## Dataset records
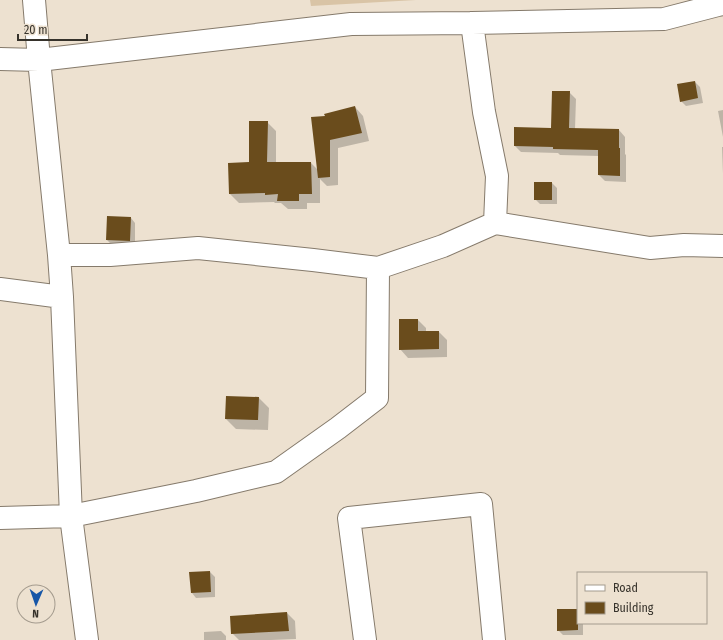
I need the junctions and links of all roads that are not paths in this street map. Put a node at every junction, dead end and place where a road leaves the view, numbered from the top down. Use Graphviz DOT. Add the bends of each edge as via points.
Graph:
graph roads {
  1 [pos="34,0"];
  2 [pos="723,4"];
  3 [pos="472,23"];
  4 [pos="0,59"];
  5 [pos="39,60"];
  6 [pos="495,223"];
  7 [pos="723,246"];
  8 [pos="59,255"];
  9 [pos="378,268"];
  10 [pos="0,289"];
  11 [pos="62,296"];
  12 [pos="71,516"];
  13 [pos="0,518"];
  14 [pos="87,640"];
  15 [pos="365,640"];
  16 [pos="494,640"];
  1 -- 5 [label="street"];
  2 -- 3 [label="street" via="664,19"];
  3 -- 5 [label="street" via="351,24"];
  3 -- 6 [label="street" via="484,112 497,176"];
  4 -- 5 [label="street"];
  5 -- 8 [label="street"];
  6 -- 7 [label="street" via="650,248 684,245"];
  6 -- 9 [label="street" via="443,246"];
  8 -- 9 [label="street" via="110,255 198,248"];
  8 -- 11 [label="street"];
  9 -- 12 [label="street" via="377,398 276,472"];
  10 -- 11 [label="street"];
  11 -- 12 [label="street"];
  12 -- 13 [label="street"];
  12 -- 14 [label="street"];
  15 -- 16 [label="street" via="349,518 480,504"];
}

## Task directions
The result should be a word-for-word restatement of all the data, without images.

## Written answer
I need the junctions and links of all roads that are not paths in this street map. Put a node at every junction, dead end and place where a road leaves the view, numbered from the top down. Use Graphviz DOT. Add the bends of each edge as via points.
Graph:
graph roads {
  1 [pos="34,0"];
  2 [pos="723,4"];
  3 [pos="472,23"];
  4 [pos="0,59"];
  5 [pos="39,60"];
  6 [pos="495,223"];
  7 [pos="723,246"];
  8 [pos="59,255"];
  9 [pos="378,268"];
  10 [pos="0,289"];
  11 [pos="62,296"];
  12 [pos="71,516"];
  13 [pos="0,518"];
  14 [pos="87,640"];
  15 [pos="365,640"];
  16 [pos="494,640"];
  1 -- 5 [label="street"];
  2 -- 3 [label="street" via="664,19"];
  3 -- 5 [label="street" via="351,24"];
  3 -- 6 [label="street" via="484,112 497,176"];
  4 -- 5 [label="street"];
  5 -- 8 [label="street"];
  6 -- 7 [label="street" via="650,248 684,245"];
  6 -- 9 [label="street" via="443,246"];
  8 -- 9 [label="street" via="110,255 198,248"];
  8 -- 11 [label="street"];
  9 -- 12 [label="street" via="377,398 276,472"];
  10 -- 11 [label="street"];
  11 -- 12 [label="street"];
  12 -- 13 [label="street"];
  12 -- 14 [label="street"];
  15 -- 16 [label="street" via="349,518 480,504"];
}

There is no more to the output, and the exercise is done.